Check each line of the data below for the string "names", then report how many lines have it and nothing else.

[Saved data entries]
════════

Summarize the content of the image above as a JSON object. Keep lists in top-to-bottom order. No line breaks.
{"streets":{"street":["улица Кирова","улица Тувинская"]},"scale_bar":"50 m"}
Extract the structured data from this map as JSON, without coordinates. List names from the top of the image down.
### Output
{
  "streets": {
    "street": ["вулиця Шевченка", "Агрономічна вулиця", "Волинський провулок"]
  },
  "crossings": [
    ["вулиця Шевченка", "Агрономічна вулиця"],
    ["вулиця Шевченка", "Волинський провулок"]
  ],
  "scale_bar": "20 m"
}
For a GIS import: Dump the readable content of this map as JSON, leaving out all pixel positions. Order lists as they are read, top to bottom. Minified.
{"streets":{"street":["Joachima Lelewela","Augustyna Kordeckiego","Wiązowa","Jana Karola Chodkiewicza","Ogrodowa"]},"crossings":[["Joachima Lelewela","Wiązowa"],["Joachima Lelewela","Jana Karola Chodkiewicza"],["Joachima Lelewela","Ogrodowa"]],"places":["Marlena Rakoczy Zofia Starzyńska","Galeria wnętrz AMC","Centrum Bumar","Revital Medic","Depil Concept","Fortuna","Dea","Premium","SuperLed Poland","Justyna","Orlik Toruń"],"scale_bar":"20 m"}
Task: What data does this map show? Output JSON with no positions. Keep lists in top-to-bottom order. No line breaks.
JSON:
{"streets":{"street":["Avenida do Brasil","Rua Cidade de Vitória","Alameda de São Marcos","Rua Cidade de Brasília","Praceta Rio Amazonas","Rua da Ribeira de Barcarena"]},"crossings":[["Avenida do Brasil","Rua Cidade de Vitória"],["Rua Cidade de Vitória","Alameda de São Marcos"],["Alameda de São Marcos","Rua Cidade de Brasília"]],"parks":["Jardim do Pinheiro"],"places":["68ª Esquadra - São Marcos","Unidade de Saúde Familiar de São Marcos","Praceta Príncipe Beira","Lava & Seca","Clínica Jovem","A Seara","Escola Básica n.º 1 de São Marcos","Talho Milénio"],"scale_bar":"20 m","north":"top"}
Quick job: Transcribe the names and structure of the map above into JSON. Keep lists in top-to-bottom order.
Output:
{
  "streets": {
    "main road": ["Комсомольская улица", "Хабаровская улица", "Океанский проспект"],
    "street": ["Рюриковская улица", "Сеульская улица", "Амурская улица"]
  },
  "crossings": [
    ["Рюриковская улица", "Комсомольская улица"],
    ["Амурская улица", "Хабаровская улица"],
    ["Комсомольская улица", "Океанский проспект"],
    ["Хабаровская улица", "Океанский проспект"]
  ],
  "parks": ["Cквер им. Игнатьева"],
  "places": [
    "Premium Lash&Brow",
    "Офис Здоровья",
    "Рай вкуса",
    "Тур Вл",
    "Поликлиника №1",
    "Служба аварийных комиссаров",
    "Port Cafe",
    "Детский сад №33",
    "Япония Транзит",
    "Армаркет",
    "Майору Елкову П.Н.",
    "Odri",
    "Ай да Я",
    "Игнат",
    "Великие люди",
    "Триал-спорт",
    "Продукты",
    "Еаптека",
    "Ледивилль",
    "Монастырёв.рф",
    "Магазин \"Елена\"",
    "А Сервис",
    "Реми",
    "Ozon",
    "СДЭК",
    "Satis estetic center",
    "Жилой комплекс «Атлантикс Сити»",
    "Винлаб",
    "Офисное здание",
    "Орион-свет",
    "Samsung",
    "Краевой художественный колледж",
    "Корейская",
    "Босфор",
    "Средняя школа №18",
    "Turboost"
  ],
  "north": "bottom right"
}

════════

Solution for this problem — 2